As always, the 25th Annual NASPP Conference—14th Annual Executive Compensation Conference—was an excellent forum for exchanging information, ideas, interpretations, and updates among the nation’s top executive compensation professionals. And making new friends.

One of the panels on which I spoke was titled “50 Nuggets in 60 Minutes” (our agenda proved too ambitious and we only discussed 38 nuggets in our allotted time). However, for readers who were unable to attend, I wanted to share some of those that I discussed.

  1. Prepare for impact of accounting rules changes on financial performance measures. Readers will recall that I blogged on this topic in detail, see Prepare for the Impact of Four Accounting Rule Changes.
  2. Don’t overlook death and disability benefits in the payments upon termination of employment or change in control. Most companies’ equity incentive plans or award agreements provide for full or partially accelerated vesting upon an executive’s termination of employment due to death or disability. Some employment agreements also provide for payments or benefit on death or disability. However, from time to time we come across a proxy statement that fails to reflect these amounts in the Payments on Termination or Change in Control Table or Section. Companies usually justify this omission by arguing that Instruction 5 to Item 402(j) provides that a company need not provide information with respect to contracts, agreements, plans, or arrangements to the extent they are available generally to all salaried employees and do not discriminate in scope, terms, or operation, in favor of executive officers of the company. However, C&DI Question 126.02 states that the Instruction 5 standard that the “scope” of arrangements not discriminate in favor of executive officers would not be satisfied where the awards to executives are in amounts greater than those provided to all salaried employees. [Aug. 8, 2007]
  3. Ensure that the summary of key provisions of your incentive plan in your proxy statement matches the plan language exactly. Preparing the annual proxy statement takes time and money. A temptation may arise to rely on paragraphs previously used to complete the process. We make changes to incentive and other plan documents at every opportunity, to reflect changes in the law, accounting principles, and best practices. Therefore, very few descriptions in the proxy statement remain identical from year to year. Plaintiffs’ lawyers have begun to scrutinize plan descriptions and other areas of the proxy for errors and omissions in this regard. The same caution applies to the description of the duties of the Compensation Committee.
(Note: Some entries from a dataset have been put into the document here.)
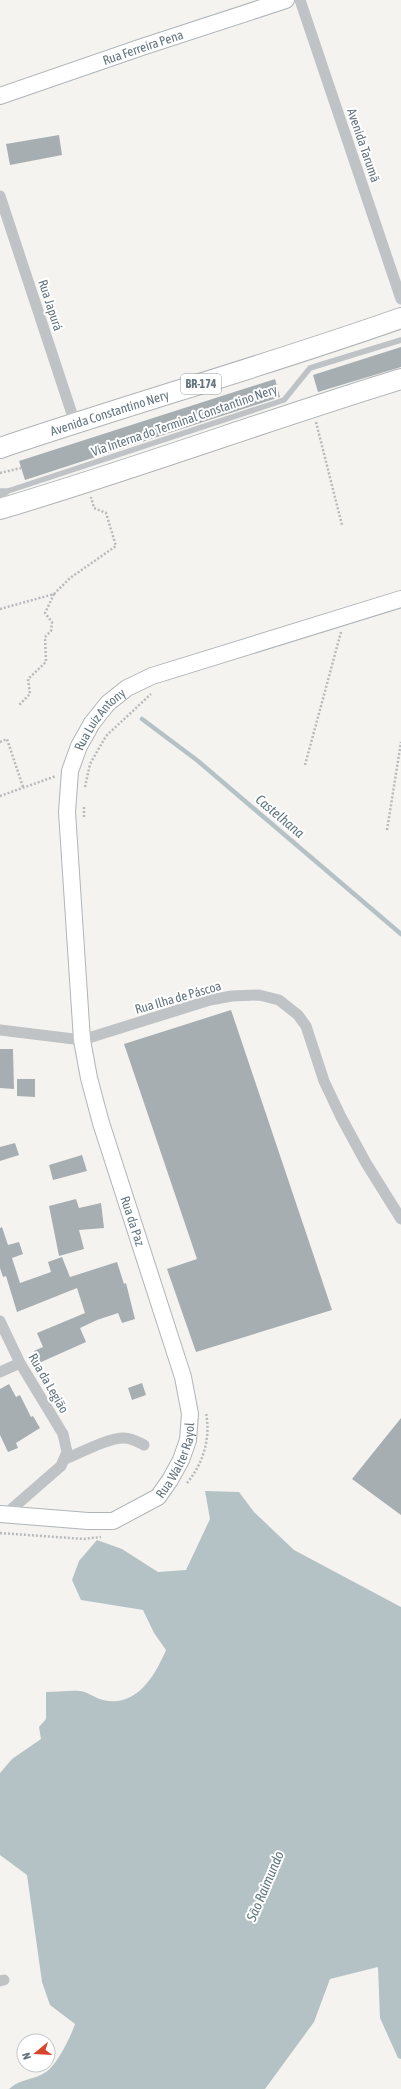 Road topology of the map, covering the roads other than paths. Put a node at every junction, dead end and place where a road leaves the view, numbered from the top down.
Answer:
1 (286, 0) edge
2 (300, 0) edge
3 (0, 96) edge
4 (0, 196) edge
5 (401, 299) edge
6 (401, 318) edge
7 (401, 340) edge
8 (401, 379) edge
9 (75, 423) junction
10 (0, 448) edge
11 (0, 491) edge
12 (8, 491) junction
13 (0, 497) edge
14 (0, 509) edge
15 (401, 599) edge
16 (0, 1030) edge
17 (82, 1040) junction
18 (401, 1220) edge
19 (0, 1321) edge
20 (20, 1363) junction
21 (0, 1372) edge
22 (188, 1402) joint
23 (144, 1445) dead end
24 (65, 1459) junction
25 (3, 1513) edge

1 - 3 street, Rua Ferreira Pena
2 - 5 street, Avenida Tarumã
4 - 9 street, Rua Japurá
6 - 9 highway, Avenida Constantino Nery / BR-174
7 - 12 lane, Via Interna do Terminal Constantino Nery
8 - 14 highway
9 - 10 highway, Avenida Constantino Nery / BR-174
11 - 12 lane
12 - 13 lane
15 - 17 street, Rua Luiz Antony
16 - 17 street, Rua Ilha de Páscoa
17 - 18 street, Rua Ilha de Páscoa
17 - 22 street, Rua da Paz
19 - 20 street, Rua da Legião
20 - 21 street
20 - 24 street, Rua da Legião
22 - 25 street, Rua Walter Rayol
23 - 24 street
24 - 25 street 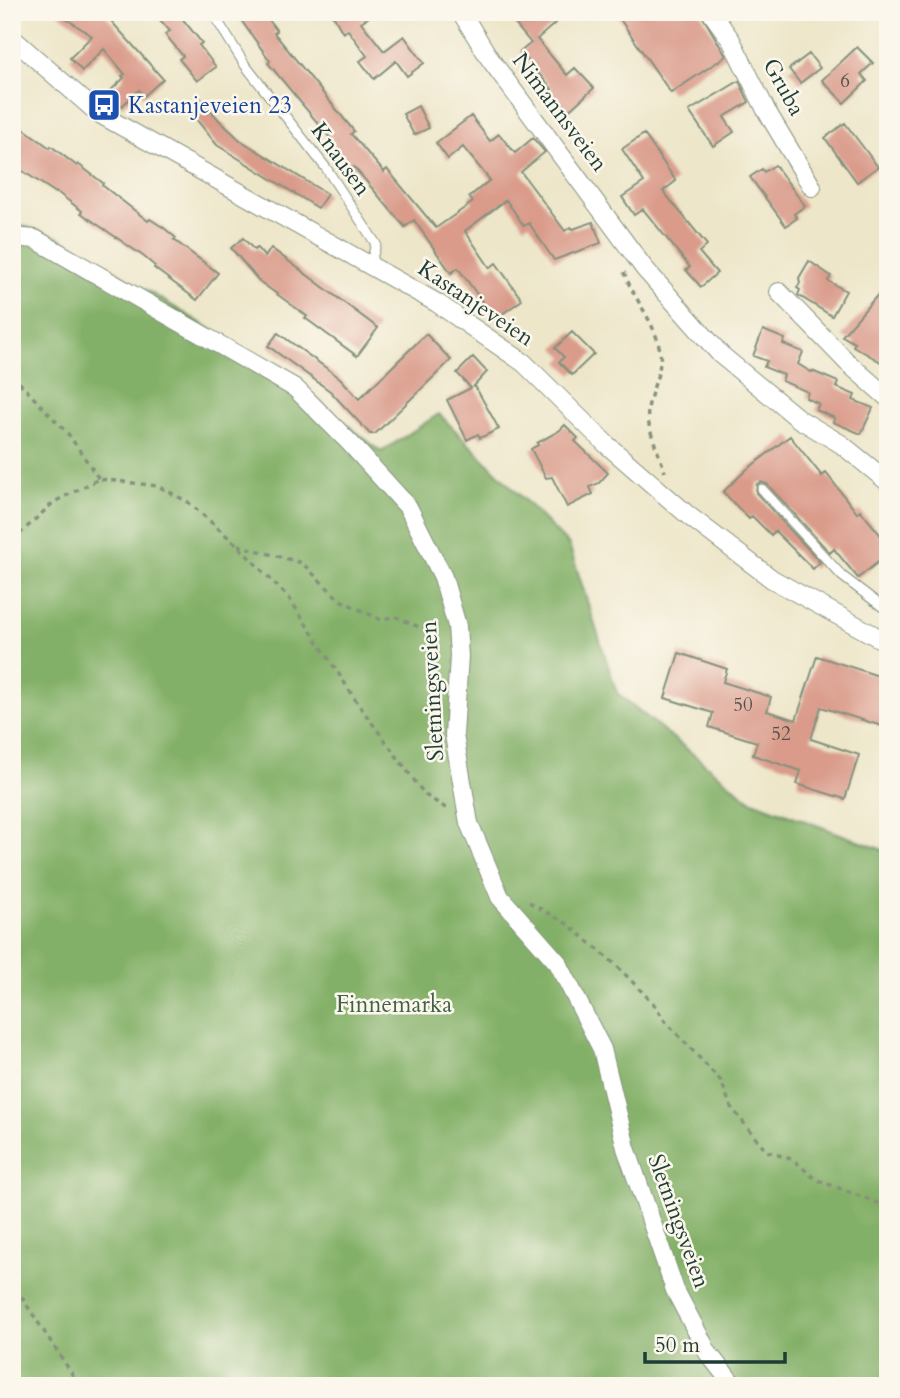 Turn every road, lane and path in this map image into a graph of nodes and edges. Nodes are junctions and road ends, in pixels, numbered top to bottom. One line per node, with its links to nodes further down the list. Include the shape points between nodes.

  4. Consider automatic exercise of in-the-money stock options. One of the most common sources of litigation is current or former employees whose in-the-money stock options expire unexercised. Companies usually win these lawsuits, but wouldn’t it be nice to avoid the time and expense, not to mention hurt feelings, entirely? Some companies have drafted their plans and/or award agreements to provide that any stock option or SAR that is in-the-money on the date it otherwise would expire will automatically be exercised.
  5. Verify that all plans and agreements provide for clawback and the clawback policy will work. Another topic on which I previously, see So, You Think You Don’t Need to Worry About Your Clawback Policy Because the SEC Has Not Issued Final Rules? Think again.
  6. Verify that your tax withholding on equity awards is updated. ASU 2016-09 revised ASC 718 effective for public companies’ fiscal years beginning after December 15, 2016, with a favorable change to the limitations on companies’ ability to withhold income taxes from equity awards. Previously, to avoid triggering liability accounting treatment, any shares withheld to cover the taxes due at settlement of an option or award must be limited to the minimum required statutory withholding of the award holder. Most companies and their counsel have hardwired the minimum required statutory tax-withholding requirement into their stock plan documents. ASU 2061-09 allows companies to withhold shares for taxes up to the maximum individual tax rate in the applicable jurisdiction, rather than the minimum statutory withholding amount. Most companies acted to avail themselves of the flexibility offered by ASU 2016-09, but not all. Nearly every equity incentive plan and award agreement previously had been drafted to specify that tax withholding would occur at the minimum statutory amount.
  7. Be sure your equity incentive plan has a meaningful limit on directors equity awards and total compensation. Since the Delaware courts’ Seinfeld decision in 2012, virtually every company in America has added a “meaningful limit” on the number or value of shares that may be awarded to a non-employee director under the company’s equity incentive plan in any year. Companies should also impose a limit on the total compensation payable to a non-employee director in any year. Companies may place this limit in the company’s equity incentive plan or a separate directors’ compensation plan, but they must be sure to have the limit approved by shareholders.
  8. Consider whether your compensation risk assessment efforts have been thorough and red flags addressed. See The Potential for Financial and Reputational Risk Lurking in Companies’ Compensation Programs – And a Possible Solution.